Spinal Cord Injury
We have in-depth skill litigating and rehabilitating spinal cord injured patients. Traumatic spinal cord injuries are most commonly secondary to motor vehicle accidents and gunshot wounds, followed by falls, bicycle accidents, and pedestrian versus auto accidents. Fractures, dislocations, bleeding and swelling can precipitate trauma to the cord causing a loss of oxygen and glucose supply as a result of traumatized blood vessels that supply that level of the cord, inducing inflammation and irreversible damage to the central neurons.

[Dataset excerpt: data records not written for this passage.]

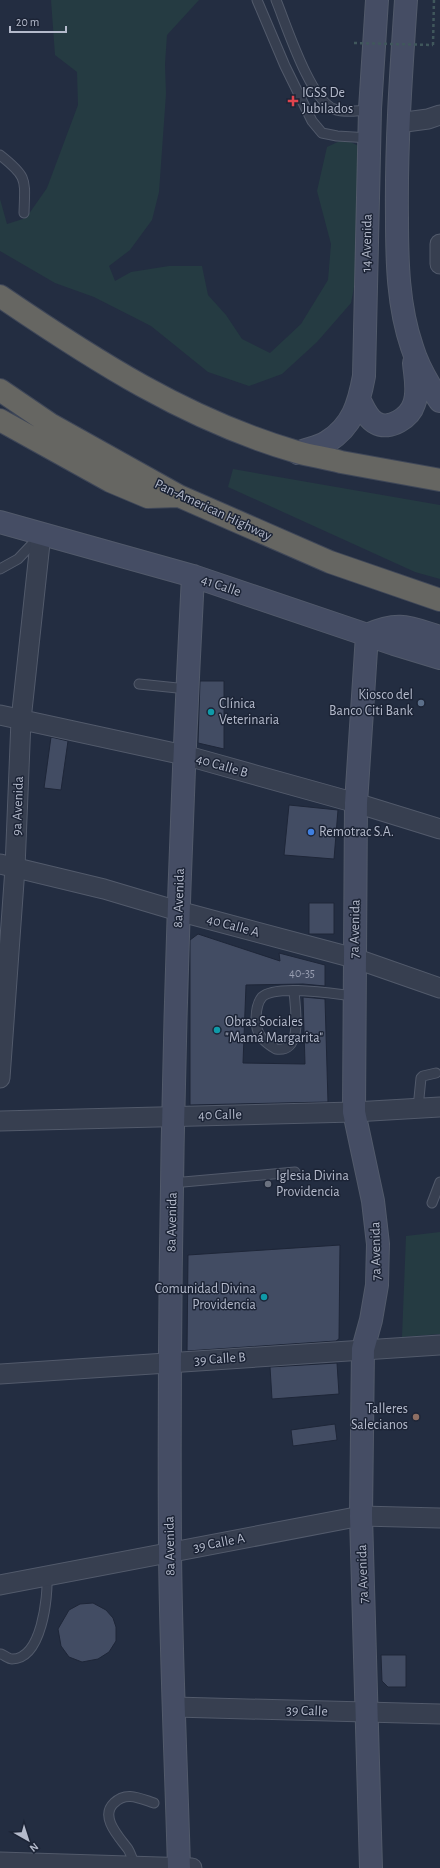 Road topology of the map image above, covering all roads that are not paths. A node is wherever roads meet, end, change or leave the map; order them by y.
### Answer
1 (257, 0) edge
2 (276, 0) edge
3 (377, 0) edge
4 (406, 0) edge
5 (370, 109) junction
6 (440, 115) edge
7 (398, 123) junction
8 (370, 138) junction
9 (0, 155) edge
10 (24, 213) dead end
11 (440, 244) edge
12 (440, 264) edge
13 (0, 296) edge
14 (412, 348) junction
15 (0, 390) edge
16 (360, 401) junction
17 (440, 401) edge
18 (0, 420) edge
19 (298, 452) junction
20 (440, 480) edge
21 (179, 496) junction
22 (0, 522) edge
23 (41, 534) junction
24 (0, 569) edge
25 (193, 576) junction
26 (440, 600) edge
27 (367, 635) junction
28 (440, 636) edge
29 (440, 658) edge
30 (139, 684) dead end
31 (187, 689) junction
32 (0, 715) edge
33 (21, 720) junction
34 (184, 755) junction
35 (356, 803) junction
36 (440, 829) edge
37 (8, 866) edge
38 (178, 911) junction
39 (354, 958) junction
40 (440, 988) edge
41 (294, 991) junction
42 (354, 996) junction
43 (436, 1073) dead end
44 (0, 1078) edge
45 (440, 1107) edge
46 (418, 1108) junction
47 (354, 1112) junction
48 (173, 1116) junction
49 (0, 1121) edge
50 (295, 1172) dead end
51 (440, 1182) edge
52 (172, 1183) junction
53 (432, 1203) dead end
54 (440, 1345) edge
55 (363, 1349) junction
56 (170, 1363) junction
57 (0, 1374) edge
58 (362, 1516) junction
59 (440, 1518) edge
60 (170, 1553) junction
61 (47, 1576) junction
62 (0, 1586) edge
63 (1, 1654) edge
64 (175, 1707) junction
65 (367, 1713) junction
66 (440, 1714) edge
67 (154, 1803) dead end
68 (0, 1862) edge
69 (135, 1866) junction
70 (179, 1868) edge
71 (192, 1868) edge
72 (372, 1868) edge

1 - 8 lane
2 - 5 lane
3 - 5 main road, 14 Avenida
4 - 7 main road, 14 Avenida
5 - 8 main road, 14 Avenida
6 - 7 street
7 - 14 main road, 14 Avenida
8 - 16 main road, 14 Avenida
9 - 10 lane
11 - 12 street
13 - 19 highway
14 - 16 main road
14 - 17 main road, 14 Avenida
15 - 21 highway, Pan-American Highway
16 - 19 main road, 14 Avenida
18 - 21 highway
19 - 20 highway
21 - 26 highway, Pan-American Highway
22 - 23 main road, 41 Calle
23 - 24 lane
23 - 25 main road, 41 Calle
23 - 33 street, 9a Avenida
25 - 27 main road, 41 Calle
25 - 31 main road, 8a Avenida
27 - 28 main road
27 - 29 main road, 41 Calle
27 - 35 main road, 7a Avenida
30 - 31 lane
31 - 34 main road, 8a Avenida
32 - 33 street, 40 Calle B
33 - 34 street, 40 Calle B
33 - 37 street, 9a Avenida
34 - 35 street, 40 Calle B
34 - 38 main road, 8a Avenida
35 - 36 street, 40 Calle B
35 - 39 main road, 7a Avenida
37 - 38 street, 40 Calle A
37 - 44 street, 9a Avenida
38 - 39 street, 40 Calle A
38 - 48 main road, 8a Avenida
39 - 40 street, 40 Calle A
39 - 42 main road, 7a Avenida
41 - 41 lane
41 - 42 lane
42 - 47 main road, 7a Avenida
43 - 46 lane
45 - 46 street, 40 Calle
46 - 47 street, 40 Calle
47 - 48 street, 40 Calle
47 - 55 main road, 7a Avenida
48 - 49 street, 40 Calle
48 - 52 main road, 8a Avenida
50 - 52 lane
51 - 53 lane
52 - 56 main road, 8a Avenida
54 - 55 street, 39 Calle B
55 - 56 street, 39 Calle B
55 - 58 main road, 7a Avenida
56 - 57 street, 39 Calle B
56 - 60 main road, 8a Avenida
58 - 59 street, 39 Calle A
58 - 60 street, 39 Calle A
58 - 65 main road, 7a Avenida
60 - 61 street, 39 Calle A
60 - 64 main road, 8a Avenida
61 - 62 street, 39 Calle A
61 - 63 lane
64 - 65 street, 39 Calle
64 - 70 main road, 8a Avenida
65 - 66 street, 39 Calle
65 - 72 main road, 7a Avenida
67 - 69 lane
68 - 69 street
69 - 70 street
70 - 71 street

If contacted early after the incident, we can assist with the crucial acute management of traumatic spinal cord injured client. Working with the medical staff we assemble a team of highly skilled rehabilitation experts to address the serious issues of spinal stabilization, pulmonary rehabilitation, gastrointestinal and urinary function, hemodynamics and thermodynamics. We continue our assistance with a rehabilitation facility, interdisciplinary intervention begins as soon as the patient is medically stable enough to tolerate therapy.
This may be as soon as the day following injury. In fact, the sooner therapies begin, the better chance there is of preventing SCI complications such as the formation of joint contractures. We fully understand that rehabilitation is a lifelong process for the person with a spinal cord injury. Formal training may continue from the inpatient setting to outpatient and home as appropriate. It takes months of learning and practice for a patient to physically manage paralysis; yet it often takes much longer to emotionally accept his or her life as a disabled person.
In the meantime, because of medical advances in early and appropriate intervention in acute SCI, patients are living longer and experiencing more related complications as a result. Rehabilitation of the spinal cord injured patient is complex and we help provide a continuum of treatment guided by specialty-trained professionals who assist the patient in learning to deal with his or her new disability. Intervention should begin as early as the day of injury and continue throughout the patient’s lifetime.
Despite being permanently disabled, patients have the potential to be as independent as they can, provided they are given appropriate tools and training. Comprehensive spinal cord injury rehabilitation can create accomplishment and independence from disability, offering hope for a fulfilling life in the future.